Interview The Offspring : Docteur Holland et Mister Noodles

Le groupe The Offspring en studio pour la sortie de Let the bad times roll © Concord Records

La cinquantaine maintenant bien passée et tassée, les punks californiens de The Offspring sont enfin de retour dans les bacs, après neuf ans d'absence. Let the bad times roll, leur 10e album, sort ce vendredi 16 avril, et pour l'occasion, nous avons pu parler avec le chanteur Dexter Holland et le guitariste Noodles, depuis leur studio d'enregistrement. Leurs riffs n'ont pas pris une ride, et eux non plus.

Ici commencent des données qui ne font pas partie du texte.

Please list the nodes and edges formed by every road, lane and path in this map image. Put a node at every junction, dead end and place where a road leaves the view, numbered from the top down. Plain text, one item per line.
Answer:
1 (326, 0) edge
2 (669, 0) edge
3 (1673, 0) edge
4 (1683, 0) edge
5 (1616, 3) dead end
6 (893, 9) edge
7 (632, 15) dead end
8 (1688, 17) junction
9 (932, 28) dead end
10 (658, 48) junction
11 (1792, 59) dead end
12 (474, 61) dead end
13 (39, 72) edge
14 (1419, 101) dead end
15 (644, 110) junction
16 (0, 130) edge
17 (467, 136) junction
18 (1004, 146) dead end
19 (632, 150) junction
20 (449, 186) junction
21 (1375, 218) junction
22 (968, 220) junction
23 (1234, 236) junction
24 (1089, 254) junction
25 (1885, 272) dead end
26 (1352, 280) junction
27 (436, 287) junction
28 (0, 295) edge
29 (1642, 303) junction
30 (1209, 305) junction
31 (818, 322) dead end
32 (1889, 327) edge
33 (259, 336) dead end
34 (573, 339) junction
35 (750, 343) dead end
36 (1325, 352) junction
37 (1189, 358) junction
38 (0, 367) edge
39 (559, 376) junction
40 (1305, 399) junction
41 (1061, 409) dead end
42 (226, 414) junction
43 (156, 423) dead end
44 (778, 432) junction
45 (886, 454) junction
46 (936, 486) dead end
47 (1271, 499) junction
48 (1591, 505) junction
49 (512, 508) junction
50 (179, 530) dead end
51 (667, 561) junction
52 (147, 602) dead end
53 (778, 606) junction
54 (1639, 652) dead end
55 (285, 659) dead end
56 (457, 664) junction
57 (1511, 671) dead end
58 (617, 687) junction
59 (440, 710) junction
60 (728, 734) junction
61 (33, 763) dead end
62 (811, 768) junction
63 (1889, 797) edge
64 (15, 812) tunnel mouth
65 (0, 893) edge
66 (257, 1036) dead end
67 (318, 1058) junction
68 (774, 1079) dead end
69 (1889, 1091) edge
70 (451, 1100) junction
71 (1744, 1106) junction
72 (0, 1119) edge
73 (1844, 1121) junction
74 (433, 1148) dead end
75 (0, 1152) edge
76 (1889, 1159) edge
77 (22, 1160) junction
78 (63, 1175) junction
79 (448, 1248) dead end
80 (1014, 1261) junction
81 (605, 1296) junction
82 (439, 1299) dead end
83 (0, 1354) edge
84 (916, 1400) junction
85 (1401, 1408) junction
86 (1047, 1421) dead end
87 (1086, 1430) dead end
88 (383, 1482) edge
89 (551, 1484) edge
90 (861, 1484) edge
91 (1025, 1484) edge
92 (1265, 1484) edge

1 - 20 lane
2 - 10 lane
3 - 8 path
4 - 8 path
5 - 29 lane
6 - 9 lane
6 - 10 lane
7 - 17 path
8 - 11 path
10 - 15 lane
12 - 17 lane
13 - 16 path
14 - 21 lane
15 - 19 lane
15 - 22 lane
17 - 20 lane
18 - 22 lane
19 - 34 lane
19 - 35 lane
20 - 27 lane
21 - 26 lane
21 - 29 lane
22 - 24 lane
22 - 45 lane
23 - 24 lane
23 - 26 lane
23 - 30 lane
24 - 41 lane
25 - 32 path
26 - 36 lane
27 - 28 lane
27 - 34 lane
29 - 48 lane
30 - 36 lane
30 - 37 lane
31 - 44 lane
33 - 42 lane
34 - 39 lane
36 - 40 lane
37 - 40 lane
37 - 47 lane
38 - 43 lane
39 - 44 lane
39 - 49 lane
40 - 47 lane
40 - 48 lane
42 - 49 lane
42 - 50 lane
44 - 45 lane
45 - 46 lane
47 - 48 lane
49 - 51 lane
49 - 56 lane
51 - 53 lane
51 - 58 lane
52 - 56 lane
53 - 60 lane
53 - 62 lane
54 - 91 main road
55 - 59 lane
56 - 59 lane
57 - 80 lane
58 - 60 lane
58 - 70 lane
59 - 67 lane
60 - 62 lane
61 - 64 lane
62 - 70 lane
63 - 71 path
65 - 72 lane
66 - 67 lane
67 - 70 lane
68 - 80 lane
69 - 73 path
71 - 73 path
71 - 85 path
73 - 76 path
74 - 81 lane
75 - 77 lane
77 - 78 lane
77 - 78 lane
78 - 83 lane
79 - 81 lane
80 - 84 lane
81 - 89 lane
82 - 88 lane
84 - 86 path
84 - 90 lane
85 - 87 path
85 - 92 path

Depuis 1994 et l'énorme succès de Smash, The Offspring reste le groupe qui a popularisé le punk rock, à grands coups de tubes comme Self esteem, Come out and play, Pretty fly (fot a white guy), The Kids aren't alright ou Why don't you get a job ?, et vendu plus de 40 millions d'albums dans le monde. Ils incarnent à merveille la Californie, les vidéos de surf et de skate, et sont enfin de retour avec un nouveau disque, Let the bad times roll, après neuf ans d'absence. Un disque dans lequel on retrouve tout ce qui fait le succès de The Offspring : des refrains qui se retiennent dès la première écoute, des riffs de guitare incisifs, et la voix si reconnaissable de Dexter Holland. Un nouvel album de The Offspring, en fait, c'est maintenant pour trois générations de suite la sensation d'être de retour au lycée...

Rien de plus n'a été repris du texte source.